Amazon Ranch Viognier, Damiano Vineyard, 2008. Viognier is the perfect go-to white for weeknight dinners, and this one delivers strong mineral notes followed by orange and lemon zest. Enjoy it with a risotto, and use it in the recipe as well to balance the creaminess of risotto. Score it for $10.80 a bottle when you buy a case from the winery.
Dulcis in fundo (the sweetest comes last): Geyser Peak Winery Barrel Aged Tawny Port was a Sweepstakes winner: no small feat, since this honor is given to only six wines. Wellington Vineyards white port is still my favorite Port, but this balanced blast of butterscotch, vanilla and yes, bananas holds its own with salted caramels or chocolate or as dessert. Good for Geyser Peak: they're a major producer, but they're still trying daring new small-production wines. Try this port with dark chocolate gelato, and thank me later.
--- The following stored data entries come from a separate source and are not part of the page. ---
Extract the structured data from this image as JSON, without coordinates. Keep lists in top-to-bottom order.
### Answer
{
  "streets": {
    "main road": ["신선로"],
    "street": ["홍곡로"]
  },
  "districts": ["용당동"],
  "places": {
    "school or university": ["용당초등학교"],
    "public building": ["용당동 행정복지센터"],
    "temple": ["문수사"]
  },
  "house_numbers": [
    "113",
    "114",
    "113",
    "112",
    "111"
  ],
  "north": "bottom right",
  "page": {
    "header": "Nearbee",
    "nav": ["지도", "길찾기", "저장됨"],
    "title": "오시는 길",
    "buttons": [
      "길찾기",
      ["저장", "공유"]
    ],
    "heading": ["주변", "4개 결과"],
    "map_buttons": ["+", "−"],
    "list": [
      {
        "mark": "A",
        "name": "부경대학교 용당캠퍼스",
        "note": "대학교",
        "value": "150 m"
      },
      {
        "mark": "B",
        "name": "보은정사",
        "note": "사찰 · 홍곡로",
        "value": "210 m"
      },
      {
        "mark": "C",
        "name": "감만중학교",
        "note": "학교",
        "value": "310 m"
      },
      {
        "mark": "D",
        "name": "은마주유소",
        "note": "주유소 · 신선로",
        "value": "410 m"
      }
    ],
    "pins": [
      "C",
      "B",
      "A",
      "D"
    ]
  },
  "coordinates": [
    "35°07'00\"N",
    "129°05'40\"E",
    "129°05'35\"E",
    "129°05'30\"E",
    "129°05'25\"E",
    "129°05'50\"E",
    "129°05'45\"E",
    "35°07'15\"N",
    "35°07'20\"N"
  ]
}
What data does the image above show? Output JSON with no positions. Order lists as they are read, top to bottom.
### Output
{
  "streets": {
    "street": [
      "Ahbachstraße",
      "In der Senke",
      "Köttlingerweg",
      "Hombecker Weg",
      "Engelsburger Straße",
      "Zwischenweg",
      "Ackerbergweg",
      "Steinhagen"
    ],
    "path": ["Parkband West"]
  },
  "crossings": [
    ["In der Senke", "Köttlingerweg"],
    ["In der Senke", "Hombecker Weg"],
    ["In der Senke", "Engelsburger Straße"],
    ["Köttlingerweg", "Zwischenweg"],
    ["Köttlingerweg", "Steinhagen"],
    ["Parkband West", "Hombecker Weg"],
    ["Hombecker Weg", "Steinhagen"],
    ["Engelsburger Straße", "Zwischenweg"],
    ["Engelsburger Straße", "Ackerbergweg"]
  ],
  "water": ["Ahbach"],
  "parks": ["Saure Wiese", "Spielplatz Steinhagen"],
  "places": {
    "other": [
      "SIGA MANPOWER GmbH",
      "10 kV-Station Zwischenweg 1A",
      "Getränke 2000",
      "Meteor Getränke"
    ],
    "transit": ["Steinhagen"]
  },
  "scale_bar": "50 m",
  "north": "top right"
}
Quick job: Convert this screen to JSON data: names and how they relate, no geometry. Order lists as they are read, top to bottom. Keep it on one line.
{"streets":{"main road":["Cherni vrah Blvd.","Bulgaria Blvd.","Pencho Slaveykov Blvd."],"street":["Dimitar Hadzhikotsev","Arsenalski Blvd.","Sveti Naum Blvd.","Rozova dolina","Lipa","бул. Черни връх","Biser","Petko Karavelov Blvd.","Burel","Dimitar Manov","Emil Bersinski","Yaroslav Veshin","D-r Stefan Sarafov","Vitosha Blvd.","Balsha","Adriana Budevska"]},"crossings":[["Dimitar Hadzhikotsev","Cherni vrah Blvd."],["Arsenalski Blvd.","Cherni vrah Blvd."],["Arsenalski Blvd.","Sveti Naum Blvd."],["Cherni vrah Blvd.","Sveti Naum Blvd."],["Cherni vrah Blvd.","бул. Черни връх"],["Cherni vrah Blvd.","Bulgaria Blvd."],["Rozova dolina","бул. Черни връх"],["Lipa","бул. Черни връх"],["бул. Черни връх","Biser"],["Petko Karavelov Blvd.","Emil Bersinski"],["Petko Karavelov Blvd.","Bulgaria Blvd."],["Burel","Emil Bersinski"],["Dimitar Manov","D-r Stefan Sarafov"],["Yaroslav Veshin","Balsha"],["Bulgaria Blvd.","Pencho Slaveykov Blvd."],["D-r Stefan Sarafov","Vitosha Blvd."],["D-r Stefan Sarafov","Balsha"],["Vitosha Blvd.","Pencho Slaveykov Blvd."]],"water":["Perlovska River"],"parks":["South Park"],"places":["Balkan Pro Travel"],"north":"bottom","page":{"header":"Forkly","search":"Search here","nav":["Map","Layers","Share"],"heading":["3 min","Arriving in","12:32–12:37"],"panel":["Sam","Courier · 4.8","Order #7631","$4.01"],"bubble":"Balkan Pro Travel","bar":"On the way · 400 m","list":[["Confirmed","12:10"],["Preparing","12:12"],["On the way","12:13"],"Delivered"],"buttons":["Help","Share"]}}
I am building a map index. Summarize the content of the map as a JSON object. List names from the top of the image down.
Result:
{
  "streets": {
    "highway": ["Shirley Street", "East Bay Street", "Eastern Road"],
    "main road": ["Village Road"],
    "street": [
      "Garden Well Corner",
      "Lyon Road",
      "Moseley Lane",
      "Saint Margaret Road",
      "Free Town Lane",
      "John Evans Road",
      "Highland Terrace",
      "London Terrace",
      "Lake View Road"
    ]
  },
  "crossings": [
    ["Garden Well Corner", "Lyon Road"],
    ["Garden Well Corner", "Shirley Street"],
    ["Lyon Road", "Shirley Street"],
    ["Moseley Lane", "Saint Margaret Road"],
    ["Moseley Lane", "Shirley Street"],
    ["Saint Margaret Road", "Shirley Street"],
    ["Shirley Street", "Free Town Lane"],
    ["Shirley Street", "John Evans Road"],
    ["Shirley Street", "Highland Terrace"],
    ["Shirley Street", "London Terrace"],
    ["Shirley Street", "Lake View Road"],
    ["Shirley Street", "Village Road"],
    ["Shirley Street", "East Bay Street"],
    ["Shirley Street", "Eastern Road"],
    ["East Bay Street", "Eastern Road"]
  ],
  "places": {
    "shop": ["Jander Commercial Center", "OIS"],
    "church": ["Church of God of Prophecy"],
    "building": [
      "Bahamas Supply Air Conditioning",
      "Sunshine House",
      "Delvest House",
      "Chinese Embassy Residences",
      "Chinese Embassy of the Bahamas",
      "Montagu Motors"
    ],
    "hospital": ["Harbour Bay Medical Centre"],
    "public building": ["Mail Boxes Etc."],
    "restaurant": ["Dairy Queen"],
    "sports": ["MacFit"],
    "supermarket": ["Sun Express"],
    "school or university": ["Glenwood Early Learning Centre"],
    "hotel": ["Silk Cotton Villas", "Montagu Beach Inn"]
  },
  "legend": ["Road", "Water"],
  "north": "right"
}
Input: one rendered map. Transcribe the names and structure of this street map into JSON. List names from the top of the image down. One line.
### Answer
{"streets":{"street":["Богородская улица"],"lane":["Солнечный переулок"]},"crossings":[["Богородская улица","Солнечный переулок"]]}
Oh, one last thing: for you pâté lovers, Marcel et Henri's South San Francisco offerings are a must-try. People were swarming around the pork with truffles, but I was just as impressed with the country-style pork with burgundy wine and the coarse-textured venison pâté with burgundy wine and juniper berries. My favorite? Coarse duck with cognac.
Enjoy and cin-cin!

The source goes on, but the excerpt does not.